“The Man With the Power”
Season 1, Episode 4
Originally aired 10/07/1963
“Don’t make me angry. You wouldn't like me when I’m angry.” Those immortal words, uttered by Bill Bixby in the pilot episode of TV’s The Incredible Hulk in 1978, could just as easily have come from tonight’s protagonist who, fifty years ago tonight, demonstrated just how violently destructive a seemingly nice guy can be if his id runs unchecked.
“The Man With the Power” introduces us to Harold J. Finley, a quiet, unassuming college professor who has dreams of doing something more substantial with his life. To this end, he’s devised a method of harnessing and directing cosmic energy through the use of a “link-gate” device that he’s had implanted in his brain. Imagine a kid using a magnifying glass to torch ants on a sunny day: in this analogy, Finley is the magnifying glass, all the energy in the universe is the sun, and the ants… well, they’re whoever gets in his way.

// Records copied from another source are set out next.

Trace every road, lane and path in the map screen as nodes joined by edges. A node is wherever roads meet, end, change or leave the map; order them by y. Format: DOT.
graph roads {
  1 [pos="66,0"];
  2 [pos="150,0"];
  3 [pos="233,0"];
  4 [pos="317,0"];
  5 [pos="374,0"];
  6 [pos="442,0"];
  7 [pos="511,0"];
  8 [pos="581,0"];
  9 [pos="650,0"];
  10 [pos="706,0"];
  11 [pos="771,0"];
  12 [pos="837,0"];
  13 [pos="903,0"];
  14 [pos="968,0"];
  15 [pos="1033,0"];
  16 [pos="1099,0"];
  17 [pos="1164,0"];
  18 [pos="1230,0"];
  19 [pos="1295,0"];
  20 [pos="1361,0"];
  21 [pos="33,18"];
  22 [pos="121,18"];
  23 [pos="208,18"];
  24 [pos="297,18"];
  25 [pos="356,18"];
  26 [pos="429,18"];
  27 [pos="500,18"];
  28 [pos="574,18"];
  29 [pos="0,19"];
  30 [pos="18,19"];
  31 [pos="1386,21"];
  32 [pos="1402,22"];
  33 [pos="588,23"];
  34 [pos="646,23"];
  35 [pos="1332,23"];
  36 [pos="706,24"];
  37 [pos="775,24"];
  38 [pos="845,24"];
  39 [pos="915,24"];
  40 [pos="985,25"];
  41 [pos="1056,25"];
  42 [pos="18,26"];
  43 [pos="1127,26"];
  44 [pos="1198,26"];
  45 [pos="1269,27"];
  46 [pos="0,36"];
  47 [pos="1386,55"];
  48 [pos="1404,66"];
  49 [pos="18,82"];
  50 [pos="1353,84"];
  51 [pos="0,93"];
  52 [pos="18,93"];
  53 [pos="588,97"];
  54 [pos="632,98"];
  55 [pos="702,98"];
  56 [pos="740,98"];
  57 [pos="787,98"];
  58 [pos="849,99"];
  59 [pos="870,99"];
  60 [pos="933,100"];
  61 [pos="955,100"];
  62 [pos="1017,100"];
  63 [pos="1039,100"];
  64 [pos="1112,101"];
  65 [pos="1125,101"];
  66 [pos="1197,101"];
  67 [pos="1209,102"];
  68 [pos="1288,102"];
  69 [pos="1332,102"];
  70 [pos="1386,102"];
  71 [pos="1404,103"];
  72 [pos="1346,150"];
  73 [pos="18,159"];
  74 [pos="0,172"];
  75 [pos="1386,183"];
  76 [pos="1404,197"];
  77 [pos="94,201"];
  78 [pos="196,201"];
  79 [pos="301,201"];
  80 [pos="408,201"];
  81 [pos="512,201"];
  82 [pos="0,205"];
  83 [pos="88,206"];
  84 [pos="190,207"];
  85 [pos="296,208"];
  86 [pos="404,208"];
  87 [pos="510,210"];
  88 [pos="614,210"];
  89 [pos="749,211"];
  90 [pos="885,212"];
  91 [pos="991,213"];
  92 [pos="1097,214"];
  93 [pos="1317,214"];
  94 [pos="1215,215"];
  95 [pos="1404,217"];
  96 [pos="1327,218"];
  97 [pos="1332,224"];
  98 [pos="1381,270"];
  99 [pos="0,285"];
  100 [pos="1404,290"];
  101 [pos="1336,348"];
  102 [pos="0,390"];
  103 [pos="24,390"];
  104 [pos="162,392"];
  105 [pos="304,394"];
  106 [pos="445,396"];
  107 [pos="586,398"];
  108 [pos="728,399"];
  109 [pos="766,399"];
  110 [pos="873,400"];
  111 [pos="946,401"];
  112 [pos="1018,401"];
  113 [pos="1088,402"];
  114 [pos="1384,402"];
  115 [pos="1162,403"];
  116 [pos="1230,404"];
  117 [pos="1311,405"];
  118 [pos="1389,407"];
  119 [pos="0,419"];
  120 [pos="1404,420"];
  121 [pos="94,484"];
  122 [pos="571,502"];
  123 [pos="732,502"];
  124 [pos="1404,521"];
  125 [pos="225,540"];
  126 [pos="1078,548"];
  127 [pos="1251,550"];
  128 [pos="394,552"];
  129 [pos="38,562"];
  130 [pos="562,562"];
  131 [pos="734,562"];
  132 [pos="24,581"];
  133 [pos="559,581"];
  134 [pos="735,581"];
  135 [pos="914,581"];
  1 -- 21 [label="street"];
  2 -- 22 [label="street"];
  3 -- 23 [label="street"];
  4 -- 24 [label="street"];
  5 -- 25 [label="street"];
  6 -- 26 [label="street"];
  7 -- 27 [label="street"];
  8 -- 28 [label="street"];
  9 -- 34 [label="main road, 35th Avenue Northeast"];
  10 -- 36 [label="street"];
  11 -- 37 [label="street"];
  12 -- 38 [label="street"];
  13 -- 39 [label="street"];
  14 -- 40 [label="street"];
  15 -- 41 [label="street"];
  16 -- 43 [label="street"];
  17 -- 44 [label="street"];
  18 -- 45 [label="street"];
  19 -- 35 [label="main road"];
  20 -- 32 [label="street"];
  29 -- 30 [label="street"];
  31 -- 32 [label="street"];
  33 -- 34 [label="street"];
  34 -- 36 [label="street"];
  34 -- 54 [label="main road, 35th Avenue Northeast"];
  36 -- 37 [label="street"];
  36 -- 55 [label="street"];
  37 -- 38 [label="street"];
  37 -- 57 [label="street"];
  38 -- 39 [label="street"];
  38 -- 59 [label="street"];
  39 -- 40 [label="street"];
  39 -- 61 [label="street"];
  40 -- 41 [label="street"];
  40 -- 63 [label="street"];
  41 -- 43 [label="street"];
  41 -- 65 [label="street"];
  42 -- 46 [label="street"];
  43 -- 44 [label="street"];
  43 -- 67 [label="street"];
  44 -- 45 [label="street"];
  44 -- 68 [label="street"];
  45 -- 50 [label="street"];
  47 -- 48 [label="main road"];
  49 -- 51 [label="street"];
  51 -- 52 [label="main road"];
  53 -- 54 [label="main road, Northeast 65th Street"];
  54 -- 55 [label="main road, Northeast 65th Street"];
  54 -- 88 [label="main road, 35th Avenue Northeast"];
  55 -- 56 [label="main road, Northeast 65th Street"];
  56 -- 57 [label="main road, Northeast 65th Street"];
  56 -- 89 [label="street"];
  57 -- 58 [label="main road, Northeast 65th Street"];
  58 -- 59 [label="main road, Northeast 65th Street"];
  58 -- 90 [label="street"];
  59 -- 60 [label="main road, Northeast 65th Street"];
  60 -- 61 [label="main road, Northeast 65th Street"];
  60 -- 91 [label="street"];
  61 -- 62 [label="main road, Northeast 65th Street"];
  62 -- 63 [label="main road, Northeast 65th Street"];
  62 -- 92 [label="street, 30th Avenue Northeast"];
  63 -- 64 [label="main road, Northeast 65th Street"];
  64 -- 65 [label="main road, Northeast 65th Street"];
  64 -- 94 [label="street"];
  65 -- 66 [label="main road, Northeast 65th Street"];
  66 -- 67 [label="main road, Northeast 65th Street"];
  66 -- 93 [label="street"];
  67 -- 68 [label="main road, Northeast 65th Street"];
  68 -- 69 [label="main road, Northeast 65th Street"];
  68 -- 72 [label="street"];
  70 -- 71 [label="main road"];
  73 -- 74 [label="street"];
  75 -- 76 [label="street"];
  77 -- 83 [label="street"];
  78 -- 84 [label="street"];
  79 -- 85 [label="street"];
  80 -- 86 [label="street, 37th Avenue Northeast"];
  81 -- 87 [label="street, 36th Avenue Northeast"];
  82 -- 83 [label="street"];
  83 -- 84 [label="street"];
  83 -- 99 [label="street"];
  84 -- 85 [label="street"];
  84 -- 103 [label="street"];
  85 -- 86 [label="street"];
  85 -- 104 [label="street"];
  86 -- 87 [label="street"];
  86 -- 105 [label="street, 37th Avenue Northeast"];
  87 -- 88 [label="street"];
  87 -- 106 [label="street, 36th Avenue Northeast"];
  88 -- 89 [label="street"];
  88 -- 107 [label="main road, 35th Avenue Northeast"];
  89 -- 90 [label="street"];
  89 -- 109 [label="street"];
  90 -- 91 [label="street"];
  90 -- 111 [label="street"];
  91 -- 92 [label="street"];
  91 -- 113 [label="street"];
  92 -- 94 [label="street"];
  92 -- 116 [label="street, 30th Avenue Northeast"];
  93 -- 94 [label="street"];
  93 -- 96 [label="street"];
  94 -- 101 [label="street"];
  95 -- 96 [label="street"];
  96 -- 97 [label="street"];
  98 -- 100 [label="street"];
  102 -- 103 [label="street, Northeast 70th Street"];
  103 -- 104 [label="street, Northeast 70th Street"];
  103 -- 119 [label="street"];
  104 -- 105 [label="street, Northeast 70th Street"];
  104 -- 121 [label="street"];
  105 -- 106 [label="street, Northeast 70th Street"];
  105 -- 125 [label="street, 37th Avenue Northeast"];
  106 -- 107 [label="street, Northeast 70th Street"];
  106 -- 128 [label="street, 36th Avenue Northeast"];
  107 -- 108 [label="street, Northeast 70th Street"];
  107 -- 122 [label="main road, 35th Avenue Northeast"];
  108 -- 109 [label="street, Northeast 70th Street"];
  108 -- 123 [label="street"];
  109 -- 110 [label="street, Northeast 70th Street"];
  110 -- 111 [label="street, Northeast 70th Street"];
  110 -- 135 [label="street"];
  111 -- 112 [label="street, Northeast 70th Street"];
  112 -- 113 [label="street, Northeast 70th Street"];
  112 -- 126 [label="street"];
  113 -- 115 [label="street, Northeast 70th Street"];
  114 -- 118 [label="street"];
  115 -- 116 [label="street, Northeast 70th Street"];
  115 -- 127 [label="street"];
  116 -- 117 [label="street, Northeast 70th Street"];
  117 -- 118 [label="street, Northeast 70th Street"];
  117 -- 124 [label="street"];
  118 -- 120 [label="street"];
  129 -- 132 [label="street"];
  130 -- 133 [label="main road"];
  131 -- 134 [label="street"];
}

Finley can move incredibly heavy objects with his mind, a talent which the space program believes can be useful in extracting otherwise-inaccessible rare elements from asteroids. They’ve got a volunteer (all-American astronaut Steve Crandon) lined up, and he's just rarin' to get his own link-gate installed and get crackin'. Unfortunately, Finley is slowly discovering a horrific downside to his promising invention: deep down, beneath his conscious awareness, he harbors seething resentment issues over his doormat status and, when he feels intimated or threatened, those subterranean negative thoughts can access the energy just as easily as his conscious mind can, manifesting as a crackling cloud of energy that disintegrates those he secretly hates.

RANDOMONIUM
“The Man With the Power” is the only episode written by Jerome Ross; however, director Laslo Benedek will return to helm “Tourist Attraction” in December and “Wolf 359” next season.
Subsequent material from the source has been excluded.